FIG. 14 illustrates a diagrammatic representation of a machine 1400 in the form of a computer system within which a set of instructions may be executed for causing the machine to perform any one or more of the methodologies discussed herein. More specifically, FIG. 14 shows a diagrammatic representation of the machine 1400 in the example form of a computer system, within which instructions 1408 (e.g., software, a program, an application, an applet, an app, or other executable code) for causing the machine 1400 to perform any one or more of the methodologies discussed herein may be executed. For example, the instructions 1408 may cause the machine 1400 to execute logic flow 600 of FIG. 6, or the like. More generally, the instructions 1408 may cause the machine 1400 to automatically determine key frames during a pre-PCI, peri-PCI, or post-PCI using IVUS. It is noted that the present disclosure provides specific and discrete implementations of co-registering IVUS images 516 and external images 518 even after acquisition, which is a significant improvement over the prior art.

The instructions 1408 transform the general, non-programmed machine 1400 into a particular machine 1400 programmed to carry out the described and illustrated functions in a specific manner. In alternative embodiments, the machine 1400 operates as a standalone device or may be coupled (e.g., networked) to other machines. In a networked deployment, the machine 1400 may operate in the capacity of a server machine or a client machine in a server-client network environment, or as a peer machine in a peer-to-peer (or distributed) network environment. The machine 1400 may comprise, but not be limited to, a server computer, a client computer, a personal computer (PC), a tablet computer, a laptop computer, a netbook, a set-top box (STB), a PDA, an entertainment media system, a cellular telephone, a smart phone, a mobile device, a wearable device (e.g., a smart watch), a smart home device (e.g., a smart appliance), other smart devices, a web appliance, a network router, a network switch, a network bridge, or any machine capable of executing the instructions 1408, sequentially or otherwise, that specify actions to be taken by the machine 1400. Further, while a single machine 1400 is illustrated, the term “machine” shall also be taken to include a collection of machines 1400 that individually or jointly execute the instructions 1408 to perform any one or more of the methodologies discussed herein.

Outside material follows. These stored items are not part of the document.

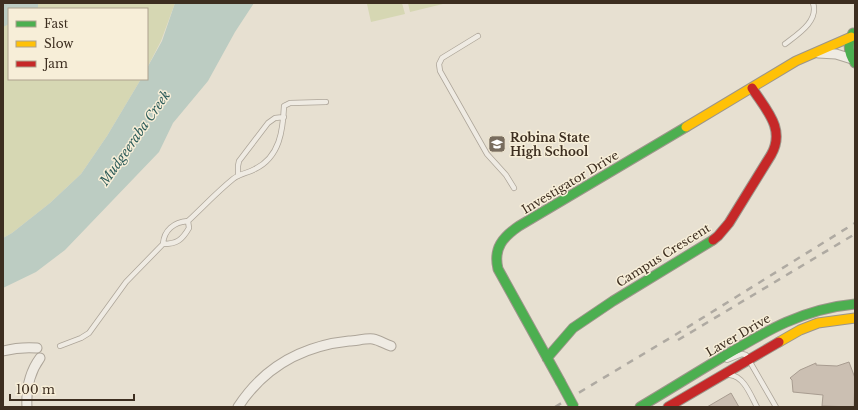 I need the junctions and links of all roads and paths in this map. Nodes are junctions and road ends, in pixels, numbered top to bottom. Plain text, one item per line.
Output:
1 (813, 3) edge
2 (853, 34) edge
3 (478, 36) dead end
4 (785, 44) dead end
5 (814, 52) junction
6 (853, 61) edge
7 (752, 88) junction
8 (326, 102) dead end
9 (284, 117) junction
10 (238, 176) junction
11 (514, 188) dead end
12 (188, 221) junction
13 (163, 244) junction
14 (855, 304) edge
15 (855, 318) edge
16 (560, 341) junction
17 (540, 345) junction
18 (60, 346) dead end
19 (390, 346) dead end
20 (37, 348) dead end
21 (3, 351) edge
22 (40, 358) dead end
23 (547, 358) junction
24 (749, 359) junction
25 (717, 360) junction
26 (722, 375) junction
27 (27, 407) edge
28 (238, 407) edge
29 (574, 407) edge
30 (640, 407) edge
31 (668, 407) edge
32 (757, 407) edge
33 (776, 407) edge

1 - 4 lane
2 - 5 street, Investigator Drive
2 - 6 street
3 - 11 lane
5 - 6 street
5 - 7 street, Investigator Drive
7 - 16 street, Campus Crescent
7 - 17 street, Investigator Drive
8 - 9 lane
9 - 10 lane
9 - 10 lane
10 - 12 lane
12 - 13 lane
12 - 13 lane
13 - 18 lane
14 - 25 street, Laver Drive
15 - 24 street
16 - 17 street
16 - 23 street, Campus Crescent
17 - 23 street, Investigator Drive
19 - 28 street
20 - 21 street
22 - 27 street
23 - 29 street, Investigator Drive, bridge
24 - 25 lane
24 - 26 street
24 - 33 lane
25 - 30 street, Laver Drive
26 - 31 street
26 - 32 lane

The machine 1400 may include processors 1402, memory 1404, and I/O components 1442, which may be configured to communicate with each other such as via a bus 1444. In an example embodiment, the processors 1402 (e.g., a Central Processing Unit (CPU), a Reduced Instruction Set Computing (RISC) processor, a Complex Instruction Set Computing (CISC) processor, a Graphics Processing Unit (GPU), a Digital Signal Processor (DSP), an ASIC, a Radio-Frequency Integrated Circuit (RFIC), another processor, or any suitable combination thereof) may include, for example, a processor 1406 and a processor 1410 that may execute the instructions 1408. The term “processor” is intended to include multi-core processors that may comprise two or more independent processors (sometimes referred to as “cores”) that may execute instructions contemporaneously. Although FIG. 14 shows multiple processors 1402, the machine 1400 may include a single processor with a single core, a single processor with multiple cores (e.g., a multi-core processor), multiple processors with a single core, multiple processors with multiples cores, or any combination thereof.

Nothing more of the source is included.